Yes, absolutely.
I have a list, in fact. The minister said he wanted to implement four of the recommendations, which leaves 11 of the 15 we put forward. Of those, I mentioned five, in particular.
The first recommendation is requiring PIAs for new technologies that can significantly impact Canadians, like generative AI. In my eyes, that is a major gap in the bill. PIAs are required for other types of harm and bias, but not for privacy harms. That seems contradictory, since it goes against an OECD finding: threats to privacy are the top third risk. Privacy absolutely has to be prioritized.
The second recommendation is requiring organizations to be more transparent about decisions that are made using AI. As it stands, the bill sets out the right to an explanation, which exists in other regimes. That right, however, is limited to decisions that significantly impact people. I recommend removing that proviso, so that people have the right to transparency and an explanation whenever a decision about them is made, no matter how great the impact.
People in the AI world are worried. We are hearing that more and more. They need reassurance. There are huge benefits to AI. Personally, I think more transparency will help people understand what AI is and what it isn't, show them that they are protected by a robust privacy regime.
The third recommendation revolves around administrative monetary penalties. They are used only as a last resort. I'm not saying this because I want to see them used—I hope that won't be necessary—but I would like those penalties to incentivize decision-makers to make good decisions. There is a gap, though. Currently, one of the biggest violations in the bill is not subject to an administrative monetary penalty. I'm talking about contravening the provisions on legitimate business purposes. I think this is a major consideration.
The fourth recommendation deals with the broad regulatory authority being given to the government, specifically the ability to make exceptions to the act without having to demonstrate that those exceptions are necessary. That is overly broad, in my eyes. A provision in the bill even allows the government to make regulations to completely exclude an activity from the application of the act. That goes too far and must be rectified.

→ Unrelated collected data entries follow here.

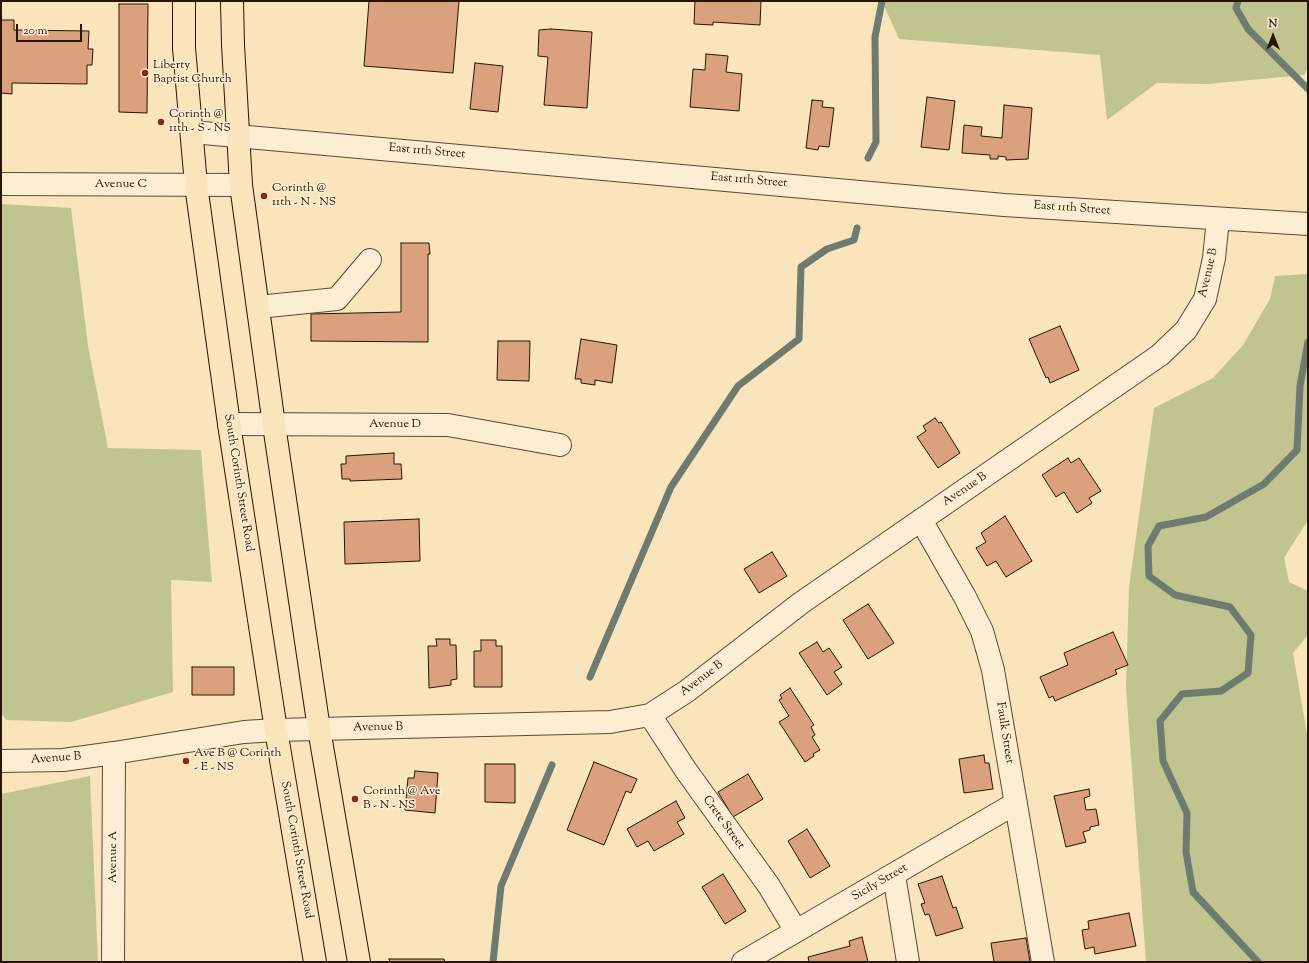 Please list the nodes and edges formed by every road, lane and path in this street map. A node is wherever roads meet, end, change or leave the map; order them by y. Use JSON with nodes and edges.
{"nodes":[{"id":1,"x":184,"y":1,"type":"edge"},
{"id":2,"x":232,"y":1,"type":"edge"},
{"id":3,"x":192,"y":132,"type":"junction"},
{"id":4,"x":238,"y":135,"type":"junction"},
{"id":5,"x":1,"y":184,"type":"edge"},
{"id":6,"x":196,"y":185,"type":"junction"},
{"id":7,"x":241,"y":185,"type":"junction"},
{"id":8,"x":1218,"y":219,"type":"junction"},
{"id":9,"x":1308,"y":224,"type":"edge"},
{"id":10,"x":370,"y":260,"type":"dead end"},
{"id":11,"x":258,"y":307,"type":"junction"},
{"id":12,"x":229,"y":424,"type":"junction"},
{"id":13,"x":274,"y":425,"type":"junction"},
{"id":14,"x":560,"y":445,"type":"dead end"},
{"id":15,"x":921,"y":520,"type":"junction"},
{"id":16,"x":650,"y":715,"type":"junction"},
{"id":17,"x":319,"y":729,"type":"junction"},
{"id":18,"x":276,"y":730,"type":"junction"},
{"id":19,"x":114,"y":753,"type":"junction"},
{"id":20,"x":1,"y":762,"type":"edge"},
{"id":21,"x":1016,"y":803,"type":"junction"},
{"id":22,"x":894,"y":875,"type":"junction"},
{"id":23,"x":796,"y":931,"type":"junction"},
{"id":24,"x":113,"y":962,"type":"edge"},
{"id":25,"x":315,"y":962,"type":"edge"},
{"id":26,"x":358,"y":962,"type":"edge"},
{"id":27,"x":743,"y":962,"type":"edge"},
{"id":28,"x":908,"y":962,"type":"edge"},
{"id":29,"x":1043,"y":962,"type":"edge"}],
"edges":[{"from":1,"to":3,"type":"main road","name":"South Corinth Street Road"},
{"from":2,"to":4,"type":"main road"},
{"from":3,"to":4,"type":"street","name":"East 11th Street"},
{"from":3,"to":6,"type":"main road","name":"South Corinth Street Road"},
{"from":4,"to":7,"type":"main road"},
{"from":4,"to":8,"type":"street","name":"East 11th Street"},
{"from":5,"to":6,"type":"street","name":"Avenue C"},
{"from":6,"to":7,"type":"street","name":"Avenue C"},
{"from":6,"to":12,"type":"main road","name":"South Corinth Street Road"},
{"from":7,"to":11,"type":"main road"},
{"from":8,"to":9,"type":"street","name":"East 11th Street"},
{"from":8,"to":15,"type":"street","name":"Avenue B"},
{"from":10,"to":11,"type":"street"},
{"from":11,"to":13,"type":"main road"},
{"from":12,"to":13,"type":"street","name":"Avenue D"},
{"from":12,"to":18,"type":"main road","name":"South Corinth Street Road"},
{"from":13,"to":14,"type":"street","name":"Avenue D"},
{"from":13,"to":17,"type":"main road"},
{"from":15,"to":16,"type":"street","name":"Avenue B"},
{"from":15,"to":21,"type":"street","name":"Faulk Street"},
{"from":16,"to":17,"type":"street","name":"Avenue B"},
{"from":16,"to":23,"type":"street","name":"Crete Street"},
{"from":17,"to":18,"type":"street","name":"Avenue B"},
{"from":17,"to":26,"type":"main road"},
{"from":18,"to":19,"type":"street","name":"Avenue B"},
{"from":18,"to":25,"type":"main road","name":"South Corinth Street Road"},
{"from":19,"to":20,"type":"street","name":"Avenue B"},
{"from":19,"to":24,"type":"street","name":"Avenue A"},
{"from":21,"to":22,"type":"street","name":"Sicily Street"},
{"from":21,"to":29,"type":"street","name":"Faulk Street"},
{"from":22,"to":23,"type":"street","name":"Sicily Street"},
{"from":22,"to":28,"type":"street"},
{"from":23,"to":27,"type":"street","name":"Sicily Street"}]}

The fifth and final recommendation proposes the creation of a tribunal as another layer of review. This would lead to a longer more expensive process and require the creation of a new structure. This diverges from the regimes in Quebec, Europe and other jurisdictions. Here's what I recommend: if a tribunal is set up, its decisions should be reviewed directly by the court of appeal. That would add a layer of review while removing another. The other option is to follow other models by giving my office the authority to issue fines and making those decisions reviewable by the usual court, as is the case in most regimes.